17      Enfin, il importe de souligner que l’article 278 TFUE pose le principe du caractère non suspensif des recours (ordonnance du président de la Cour du 25 juillet 2000, Pays-Bas/Parlement et Conseil, C‑377/98 R, Rec. p. I‑6229, point 44, et ordonnance du président du Tribunal du 28 juin 2000, Cho Yang Shipping/Commission, T‑191/98 RII, Rec. p. II‑2551, point 42). Ce n’est donc qu’à titre exceptionnel que le juge des référés peut ordonner le sursis à l’exécution d’un acte attaqué devant le Tribunal ou prescrire des mesures provisoires.

18      Les mesures demandées doivent en outre être provisoires en ce sens qu’elles ne préjugent pas les points de droit ou de fait en litige, ni ne neutralisent par avance les conséquences de la décision principale à rendre ultérieurement (ordonnance Commission/Atlantic Container Line e.a., précitée, point 22, et ordonnance du président du Tribunal du 7 mai 2002, Aden e.a./Conseil et Commission, T‑306/01 R, Rec. p. II‑2387, point 41). 

19      Eu égard aux éléments du dossier, le juge des référés estime qu’il dispose de toutes les informations nécessaires pour statuer sur la présente demande en référé, sans qu’il soit utile d’entendre, au préalable, les parties en leurs explications orales. 

20      Dans les circonstances du cas d’espèce, il convient d’examiner d’abord si la condition relative à l’urgence est remplie.

21      Selon une jurisprudence constante, l’urgence doit s’apprécier par rapport à la nécessité de statuer provisoirement, afin d’éviter qu’un préjudice grave et irréparable ne soit occasionné à la partie qui sollicite la mesure provisoire.

22      L’imminence du préjudice ne doit pas être établie avec une certitude absolue.

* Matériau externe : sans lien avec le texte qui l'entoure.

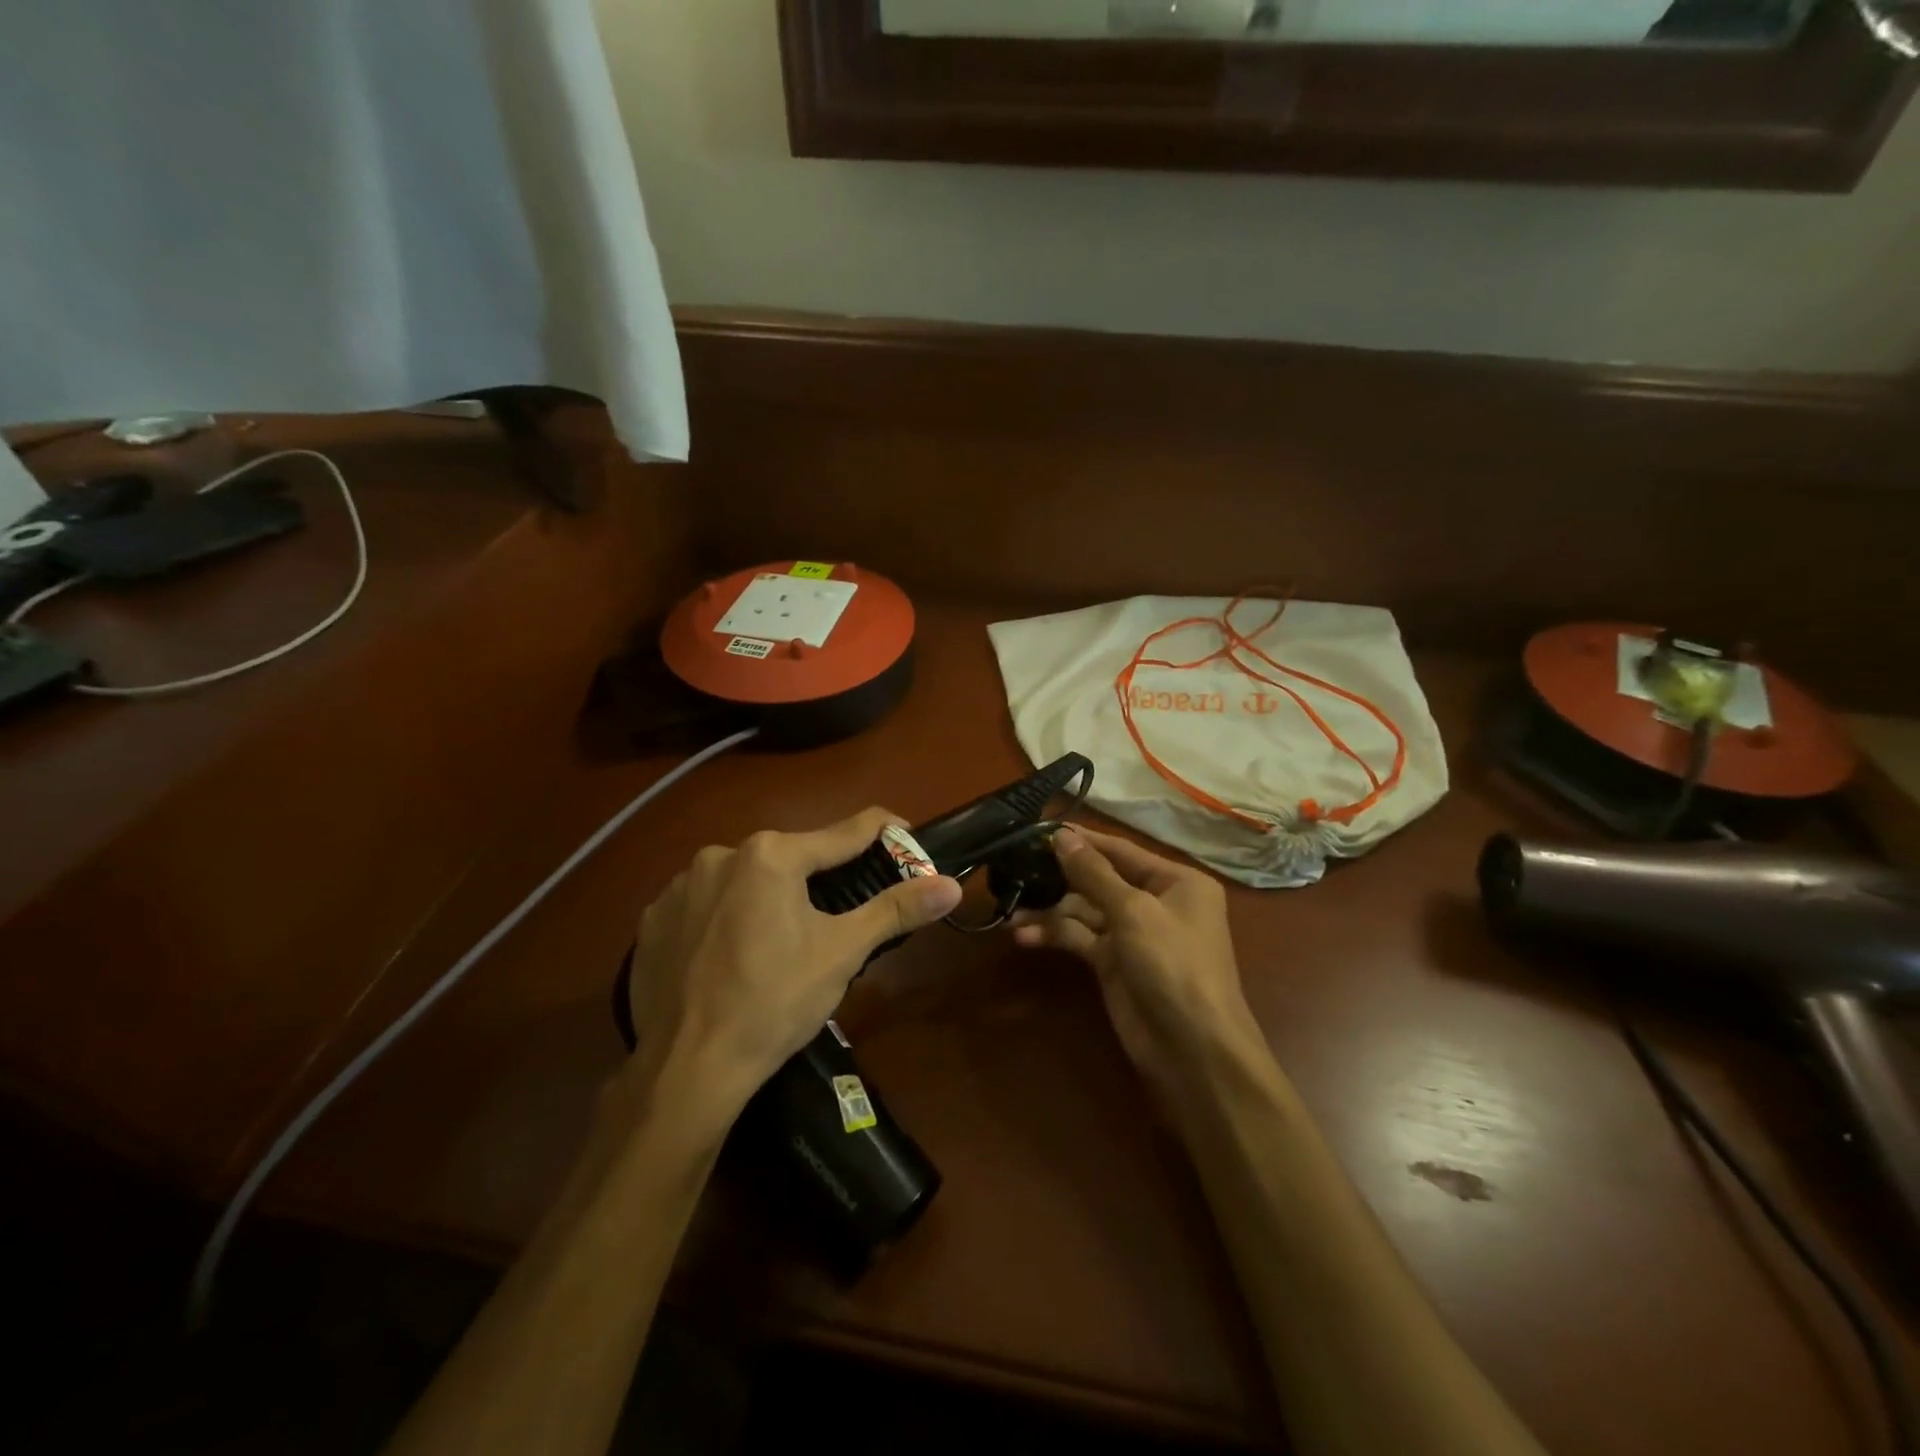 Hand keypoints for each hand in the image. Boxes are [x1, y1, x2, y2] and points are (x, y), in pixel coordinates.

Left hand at [623, 809, 961, 1124]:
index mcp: (771, 854)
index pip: (846, 832)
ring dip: (770, 898)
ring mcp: (679, 886)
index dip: (885, 834)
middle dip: (822, 879)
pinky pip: (706, 905)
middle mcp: (720, 854)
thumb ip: (896, 909)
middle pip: (792, 857)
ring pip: (746, 880)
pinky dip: (727, 919)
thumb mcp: (843, 953)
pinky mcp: (653, 919)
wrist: (685, 1070)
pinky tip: (732, 957)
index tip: (908, 841)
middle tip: (841, 918)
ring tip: (782, 945)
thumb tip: (952, 885)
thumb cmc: (774, 1003)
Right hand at [1010, 827, 1259, 1108]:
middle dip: (1060, 877)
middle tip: (1015, 868)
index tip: (1040, 830)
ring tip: (1011, 912)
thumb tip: (1061, 836)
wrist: (1193, 1050)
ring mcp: (1134, 934)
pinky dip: (1055, 936)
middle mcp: (1156, 902)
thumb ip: (1093, 873)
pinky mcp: (1114, 963)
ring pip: (1084, 911)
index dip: (1082, 841)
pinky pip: (1080, 938)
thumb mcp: (1134, 912)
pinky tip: (1024, 936)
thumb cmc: (1174, 965)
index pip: (1121, 850)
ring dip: (1050, 911)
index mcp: (1176, 881)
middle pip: (1099, 879) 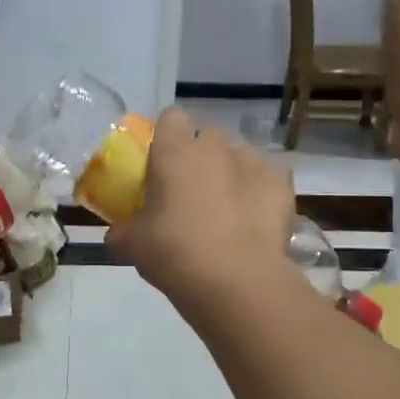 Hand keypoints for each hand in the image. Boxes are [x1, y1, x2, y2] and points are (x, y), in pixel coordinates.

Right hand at [107, 109, 298, 304]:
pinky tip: (255, 220)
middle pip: (207, 137)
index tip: (162, 164)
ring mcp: (253, 161)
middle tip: (192, 193)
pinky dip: (261, 192)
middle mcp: (215, 146)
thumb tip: (117, 233)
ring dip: (232, 173)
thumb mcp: (134, 245)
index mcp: (174, 151)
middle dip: (201, 158)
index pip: (170, 118)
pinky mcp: (283, 183)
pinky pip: (268, 177)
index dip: (167, 137)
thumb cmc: (174, 252)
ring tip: (227, 210)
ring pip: (240, 156)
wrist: (235, 279)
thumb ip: (123, 231)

Il suffit, particulièrement lorsque la réalisation du préjudice dépend de la survenance d’un ensemble de facteurs, qu’elle soit prévisible avec un degré de probabilité suffisant (voir ordonnance du président du Tribunal du 7 juin 2007, IMS/Commission, T‑346/06 R, Rec. p. II‑1781, points 121 et 123, et la jurisprudence citée). Toutefois, la partie qui s’en prévaut demeure tenue de prouver les faits qui sont censés fonder la perspective d’un préjudice grave et irréparable [ordonnance du président de la Cour du 14 décembre 1999, HFB e.a./Commission, C‑335/99 P(R), Rec. p. I‑8705, point 67 ; ordonnances du président du Tribunal du 15 novembre 2001, Duales System Deutschland/Commission, T‑151/01 R, Rec. p. II‑3295, point 188, et du 25 juin 2002, B/Commission, T‑34/02 R, Rec. p. II‑2803, point 86].

23      À la lumière de ces considérations, il convient d’examiner si les requérants ont démontré avec un degré de probabilité suffisant que, en cas de rejet de la demande en référé, ils subiraient un préjudice grave et irréparable.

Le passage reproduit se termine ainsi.